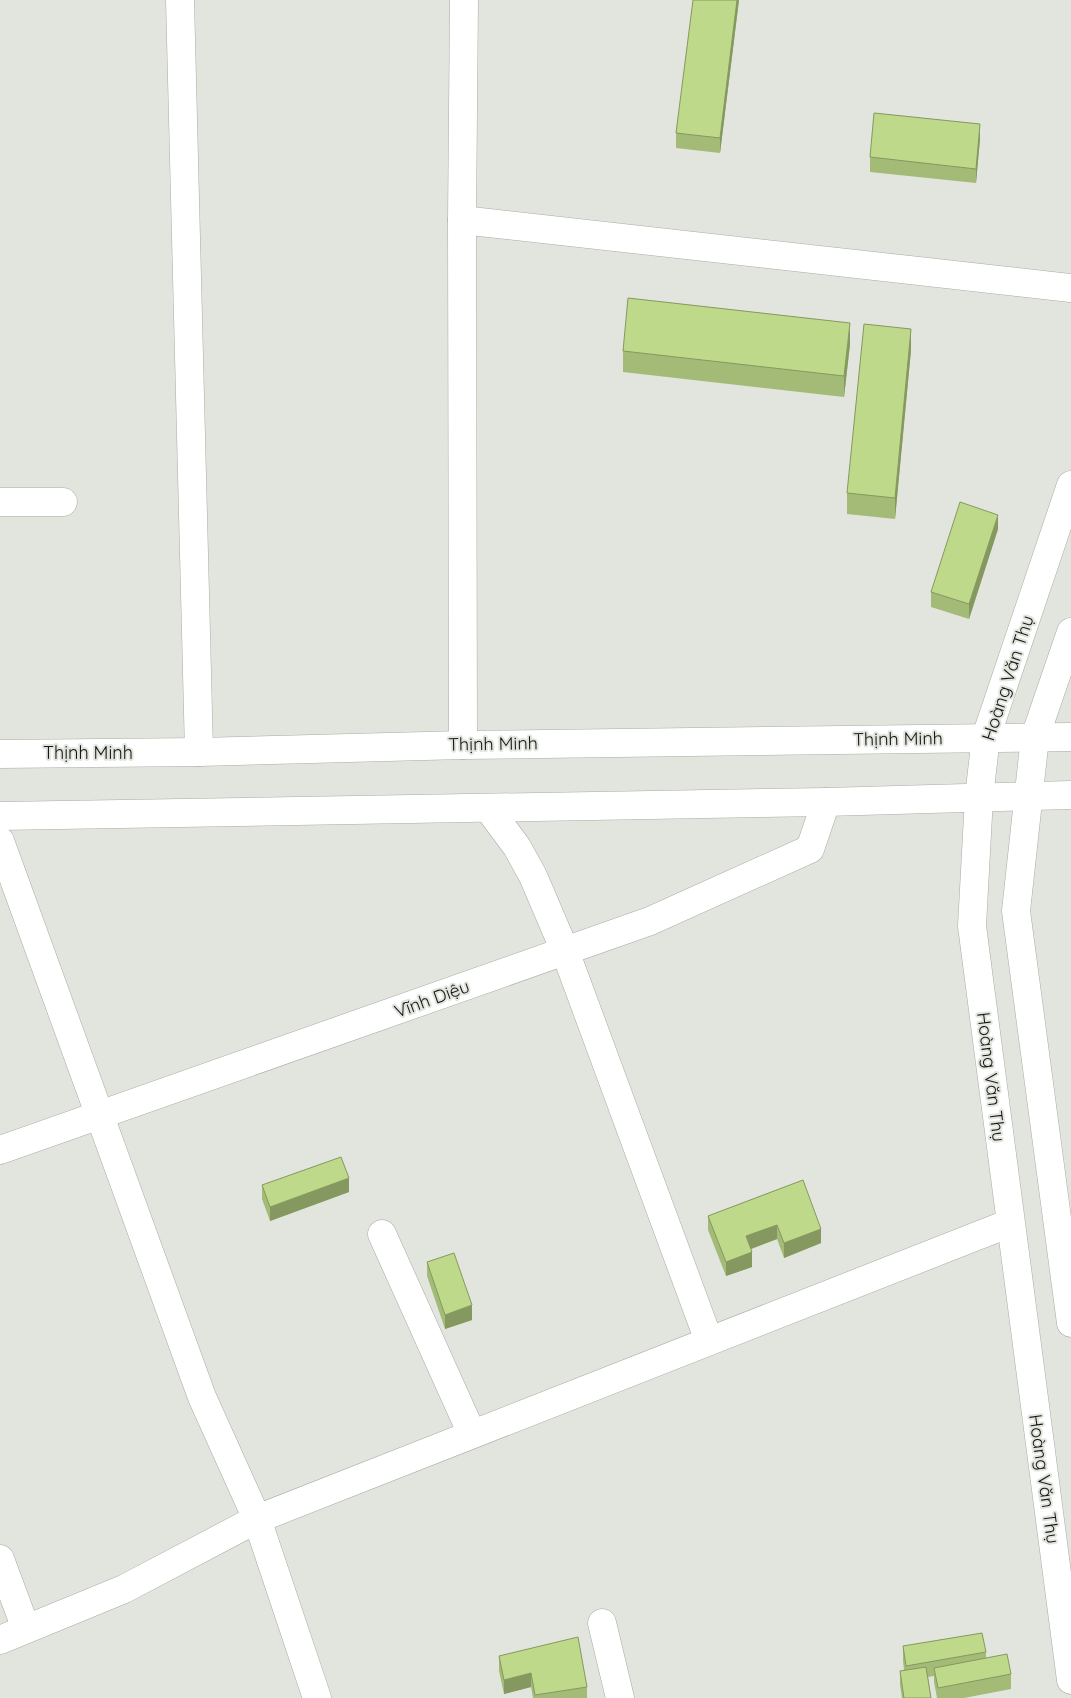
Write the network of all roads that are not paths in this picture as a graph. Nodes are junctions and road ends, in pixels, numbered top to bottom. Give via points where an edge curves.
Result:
1 (180, 0) edge
2 (464, 0) edge
3 (462, 220) junction
4 (1071, 288) edge
5 (1071, 485) edge
6 (0, 502) edge
7 (63, 502) dead end
8 (1071, 632) edge
9 (986, 737) junction
10 (1035, 737) junction
11 (1071, 737) edge
12 (463, 745) junction
13 (198, 752) junction
14 (0, 754) edge
15 (1071, 795) edge
16 (979, 797) junction
17 (1028, 797) junction
18 (826, 802) junction
19 (488, 808) junction
20 (0, 816) edge
21 (0, 841) edge
22 (565, 951) junction
23 (100, 1116) junction
24 (0, 1150) edge
25 (1010, 1223) junction
26 (382, 1234) dead end
27 (1071, 1324) edge
28 (709, 1341) junction
29 (472, 1434) junction
30 (256, 1519) junction
31 (0, 1559) edge
32 (602, 1623) dead end
33 (26, 1630) junction
34 (0, 1640) edge
35 (1071, 1680) edge
36 (317, 1698) edge
37 (620, 1698) edge

1 - 13 street
2 - 3 street
3 - 4 street
3 - 12 street
5 - 9 street, Hoàng Văn Thụ
6 - 7 street
8 - 10 street
9 - 10 street, Thịnh Minh
9 - 12 street, Thịnh Minh
9 - 16 street, Hoàng Văn Thụ
10 - 11 street, Thịnh Minh
10 - 17 street
12 - 13 street, Thịnh Minh
13 - 14 street, Thịnh Minh
15 - 17 street
16 - 17 street
16 - 18 street
16 - 25 street, Hoàng Văn Thụ via 972,926
17 - 27 street via 1016,911
18 - 19 street
18 - 22 street, Vĩnh Diệu via 810,849 650,921
19 - 20 street
19 - 22 street via 517,847 533,876
21 - 23 street
22 - 23 street, Vĩnh Diệu
22 - 28 street
23 - 24 street, Vĩnh Diệu
23 - 30 street via 202,1397
25 - 28 street
25 - 35 street, Hoàng Văn Thụ
26 - 29 street
28 - 29 street
29 - 30 street
30 - 33 street via 124,1589
30 - 36 street
31 - 33 street
32 - 37 street
33 - 34 street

· · · · ·

> [EXERCISE OBJECTIVE]:
Would it be possible to copy the material exactly, excluding the images?

> [SOLVED EXERCISE]:
Write the network of all roads that are not paths in this picture as a graph. Nodes are junctions and road ends, in pixels, numbered top to bottom. Give via points where an edge curves.
Result:
1 (180, 0) edge
2 (464, 0) edge
3 (462, 220) junction
4 (1071, 288) edge
5 (1071, 485) edge
6 (0, 502) edge
7 (63, 502) dead end
8 (1071, 632) edge
9 (986, 737) junction
10 (1035, 737) junction
11 (1071, 737) edge
12 (463, 745) junction
13 (198, 752) junction
14 (0, 754) edge
15 (1071, 795) edge
16 (979, 797) junction
17 (1028, 797) junction
18 (826, 802) junction
19 (488, 808) junction
20 (0, 816) edge
21 (0, 841) edge
22 (565, 951) junction
23 (100, 1116) junction
24 (0, 1150) edge
25 (1010, 1223) junction
26 (382, 1234) dead end
27 (1071, 1324) edge
28 (709, 1341) junction
29 (472, 1434) junction
30 (256, 1519) junction
31 (0, 1559) edge
32 (602, 1623) dead end
33 (26, 1630) junction
34 (0, 1640) edge
35 (1071, 1680) edge
36 (317, 1698) edge
37 (620, 1698) edge

1 - 13 street
2 - 3 street
3 - 4 street
3 - 12 street
5 - 9 street, Hoàng Văn Thụ
6 - 7 street
8 - 10 street
9 - 10 street, Thịnh Minh
9 - 12 street, Thịnh Minh
9 - 16 street, Hoàng Văn Thụ
10 - 11 street, Thịnh Minh
10 - 17 street
12 - 13 street, Thịnh Minh
13 - 14 street, Thịnh Minh
15 - 17 street
16 - 17 street
16 - 18 street
16 - 25 street, Hoàng Văn Thụ via 972,926
17 - 27 street via 1016,911
18 - 19 street
18 - 22 street, Vĩnh Diệu via 810,849 650,921
19 - 20 street
19 - 22 street via 517,847 533,876
21 - 23 street
22 - 23 street, Vĩnh Diệu
22 - 28 street
23 - 24 street, Vĩnh Diệu
23 - 30 street via 202,1397
25 - 28 street
25 - 35 street, Hoàng Văn Thụ
26 - 29 street
28 - 29 street
29 - 30 street
30 - 33 street via 124,1589
30 - 36 street
31 - 33 street
32 - 37 street
33 - 34 street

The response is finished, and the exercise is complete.